Is water a human right or a commodity to be bought, sold, and traded in the global marketplace? Will it become the oil of the twenty-first century? Is it a source of profit for those in control and a commodity available only to those who can afford to pay?


Out of sight of most Americans, global corporations like Nestlé, Suez, and Veolia are rapidly buying up our local water sources—lakes, streams, and springs—and taking control of public water services. In their drive to privatize and commodify water, they have manipulated and bought politicians, clinched backroom deals, and subverted the democratic process by trying to deny citizens a voice in fundamental decisions about their most essential public resource.

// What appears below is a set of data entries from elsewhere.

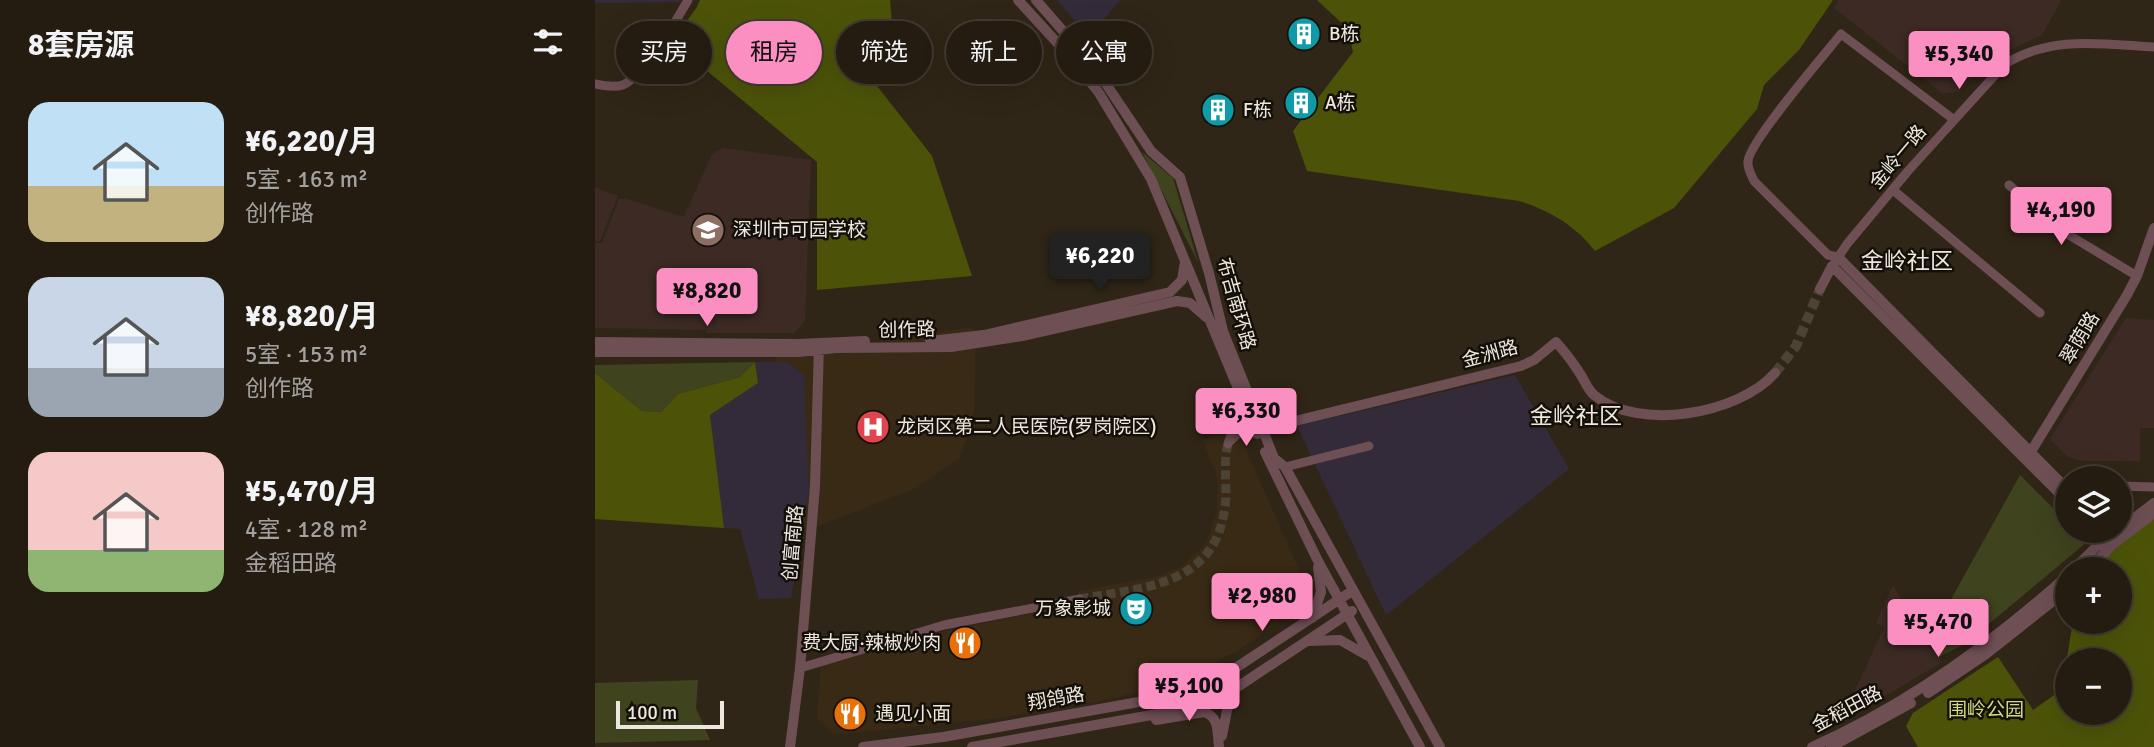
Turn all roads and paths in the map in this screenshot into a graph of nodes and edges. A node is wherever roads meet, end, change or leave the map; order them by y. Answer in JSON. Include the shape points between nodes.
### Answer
{"nodes":[{"id":1,"x":688,"y":0,"type":"edge"},
{"id":2,"x":1018,"y":0,"type":"edge"},
{"id":3,"x":1036,"y":0,"type":"edge"},
{"id":4,"x":2154,"y":47,"type":"edge"},
{"id":5,"x":595,"y":84,"type":"edge"},
{"id":6,"x":1953,"y":119,"type":"junction"},
{"id":7,"x":2009,"y":185,"type":"dead end"},
{"id":8,"x":1893,"y":190,"type":"junction"},
{"id":9,"x":2154,"y":228,"type":"edge"},
{"id":10,"x":1185,"y":259,"type":"junction"},
{"id":11,"x":1833,"y":259,"type":"junction"},
{"id":12,"x":2137,"y":276,"type":"junction"},
{"id":13,"x":1820,"y":289,"type":"tunnel mouth"},
{"id":14,"x":2040,"y":313,"type":"dead end"},
{"id":15,"x":1207,"y":319,"type":"junction"},
{"id":16,"x":1021,"y":332,"type":"junction"},
{"id":17,"x":595,"y":342,"type":"edge"},
{"id":18,"x":819,"y":347,"type":"junction"},
{"id":19,"x":595,"y":352,"type":"edge"},
{"id":20,"x":1775,"y":373,"type":"tunnel mouth"},
{"id":21,"x":1248,"y":415,"type":"junction"},
{"id":22,"x":1259,"y":430,"type":"junction"},
{"id":23,"x":1369,"y":446,"type":"dead end"},
{"id":24,"x":2028,"y":456,"type":"junction"},
{"id":25,"x":1285,"y":467,"type":"junction"},
{"id":26,"x":2055,"y":479,"type":"edge"},
{"id":27,"x":2055,"y":486,"type":"edge"},
{"id":28,"x":2132,"y":486,"type":"edge"},
{"id":29,"x":2154,"y":487,"type":"edge"},
{"id":30,"x":2154,"y":503,"type":"edge"},
{"id":31,"x":2154,"y":513,"type":"edge"},
{"id":32,"x":2132,"y":520,"type":"edge"},
{"id":33,"x":2132,"y":525,"type":"edge"},
{"id":34,"x":2102,"y":543,"type":"edge"},
{"id":35,"x":2086,"y":557,"type":"edge"},
{"id":36,"x":1318,"y":561,"type":"junction"},
{"id":37,"x":2055,"y":587,"type":"edge"},
{"id":38,"x":1352,"y":591,"type":"junction"},
{"id":39,"x":1080,"y":599,"type":"tunnel mouth"},
{"id":40,"x":2055,"y":600,"type":"edge"},
{"id":41,"x":1339,"y":601,"type":"junction"},
{"id":42,"x":1360,"y":605,"type":"junction"},
{"id":43,"x":1347,"y":614,"type":"junction"},
{"id":44,"x":1313,"y":618,"type":"junction"},
{"id":45,"x":1306,"y":641,"type":"junction"},
{"id":46,"x":1371,"y":659,"type":"junction"},
{"id":47,"x":800,"y":668,"type":"junction"},
{"id":48,"x":1230,"y":690,"type":"junction"},
{"id":49,"x":1136,"y":718,"type":"junction"},
{"id":50,"x":790,"y":747,"type":"edge"},
{"id":51,"x":863,"y":747,"type":"edge"},
{"id":52,"x":972,"y":747,"type":"edge"},
{"id":53,"x":1220,"y":747,"type":"edge"},
{"id":54,"x":1420,"y":747,"type":"edge"},
{"id":55,"x":1440,"y":747,"type":"edge"},
{"id":56,"x":1812,"y":747,"type":"edge"},
{"id":57,"x":1831,"y":747,"type":"edge"}],
"edges":[{"from":1,"to":5,"type":"street","via":[[659,48],[628,82],[614,87]]},
{"from":2,"to":10,"type":"street","name":"布吉南环路","via":[[1072,59],[1124,131],[1151,179]]},
{"from":3,"to":22,"type":"street","name":"布吉南环路","via":[[1096,69],[1151,151],[1180,177],[1223,331]]},
{"from":4,"to":6,"type":"street","name":"金岭一路","via":[[2084,43],[2038,47],[2005,64]]},
{"from":6,"to":8,"type":"street","name":"金岭一路"},
{"from":6,"to":11,"type":"street","via":[[1841,34],[1748,159],[1754,181]]},
{"from":7,"to":12,"type":"street","via":[[2059,229]]},
{"from":8,"to":11,"type":"street","name":"金岭一路"},
{"from":8,"to":14,"type":"street"},
{"from":9,"to":12,"type":"street","name":"翠荫路"},
{"from":10,"to":15,"type":"street","name":"布吉南环路"},
{"from":10,"to":16,"type":"street","name":"创作路","via":[[1182,280],[1170,292]]},
{"from":11,"to":13,"type":"street"},
{"from":11,"to":24,"type":"street"},
{"from":12,"to":24,"type":"street","name":"翠荫路"},
{"from":15,"to":16,"type":"street","name":"创作路","via":[[1190,303],[1177,301]]},
{"from":15,"to":21,"type":"street","name":"布吉南环路"},
{"from":16,"to":18,"type":"street","name":"创作路"},
{"from":17,"to":18,"type":"street","name":"创作路"},
{"from":18,"to":19,"type":"street","name":"创作路"},
{"from":18,"to":47,"type":"street","name":"创富南路","via":[[815,486]]},
{"from":20,"to":22,"type":"street","name":"金洲路","via":[[1765,385],[1741,398],[1686,415],[1651,415],[1614,406],[1591,394],[1556,342],[1521,366]]},
{"from":21,"to":22,"type":"street","name":"布吉南环路"},
{"from":21,"to":22,"type":"street","via":[[1234,426],[1228,444],[1239,433]]},
{"from":22,"to":25,"type":"street","name":"布吉南环路","via":[[1274,458]]},
{"from":22,"to":36,"type":"street","name":"布吉南环路","via":[[1274,474]]},
{"from":23,"to":25,"type":"street"},
{"from":24,"to":26,"type":"street"},
{"from":24,"to":27,"type":"street"},
{"from":25,"to":38,"type":"street","name":"布吉南环路"},
{"from":28,"to":29,"type":"street"},
{"from":30,"to":32,"type":"street"},
{"from":31,"to":33,"type":"street"},
{"from":34,"to":35,"type":"street"},
{"from":36,"to":41,"type":"street","name":"布吉南环路"},
{"from":36,"to":44,"type":"street","via":[[1321,592]]},
{"from":37,"to":56,"type":"street","name":"金稻田路","via":[[2014,623],[1935,680]]},
{"from":38,"to":41,"type":"street","name":"翔鸽路"},
{"from":38,"to":42,"type":"street","name":"布吉南环路"},
{"from":39,"to":47,"type":"street","via":[[944,625]]},
{"from":40,"to":57,"type":"street","name":"金稻田路","via":[[1959,673]]},
{"from":41,"to":43,"type":"street","name":"布吉南环路"},
{"from":41,"to":44,"type":"street","name":"翔鸽路"},
{"from":42,"to":43,"type":"street","name":"翔鸽路"},
{"from":42,"to":55,"type":"street","name":"布吉南环路"},
{"from":43,"to":45,"type":"street","name":"翔鸽路"},
{"from":43,"to":46,"type":"street","name":"布吉南环路"},
{"from":44,"to":51,"type":"street","name":"翔鸽路","via":[[1228,673],[1192,690],[943,737]]},
{"from":45,"to":46,"type":"street","via":[[1340,640]]},
{"from":45,"to":48,"type":"street","name":"翔鸽路"},
{"from":46,"to":54,"type":"street","name":"布吉南环路"},
{"from":47,"to":50,"type":"street","name":"创富南路"},
{"from":48,"to":49,"type":"street","name":"翔鸽路"},
{"from":48,"to":53,"type":"street"},
{"from":49,"to":52,"type":"street","name":"翔鸽路"},
{"from":49,"to":53,"type":"street","via":[[1209,713],[1217,723]]}]}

The authors' PBS documentary Thirst showed how communities around the world are resisting the privatization and commodification of water. Thirst, the book, picks up where the documentary left off, revealing the emergence of controversial new water wars in the United States and showing how communities here are fighting this battle, often against companies headquartered overseas.

Both fast paced and sharply observant, Thirst exposes corporate attempts to take over municipally controlled water in communities around the country, to buy up rights to groundwater in the United States, and to create and corner the market on bottled water.

It also shows how people in affected communities are fighting back to keep water affordable, accessible, sustainable, and public by creating new methods to challenge the corporate juggernaut in an age of globalization.

We are at the tipping point in the new global water wars. The United States is ground zero. What happens in the next few years will determine the fate of water and our basic democratic rights here and abroad. Thirst is a battlefield account of the conflict.

It's the worst nightmare. With oil a quickly depleting natural resource, the multinational corporations are now trying to privatize water.

That's right, we may have to pay companies for the right to drink -- or die of thirst.

Sounds overly dramatic.

The most tragic part is that it's true.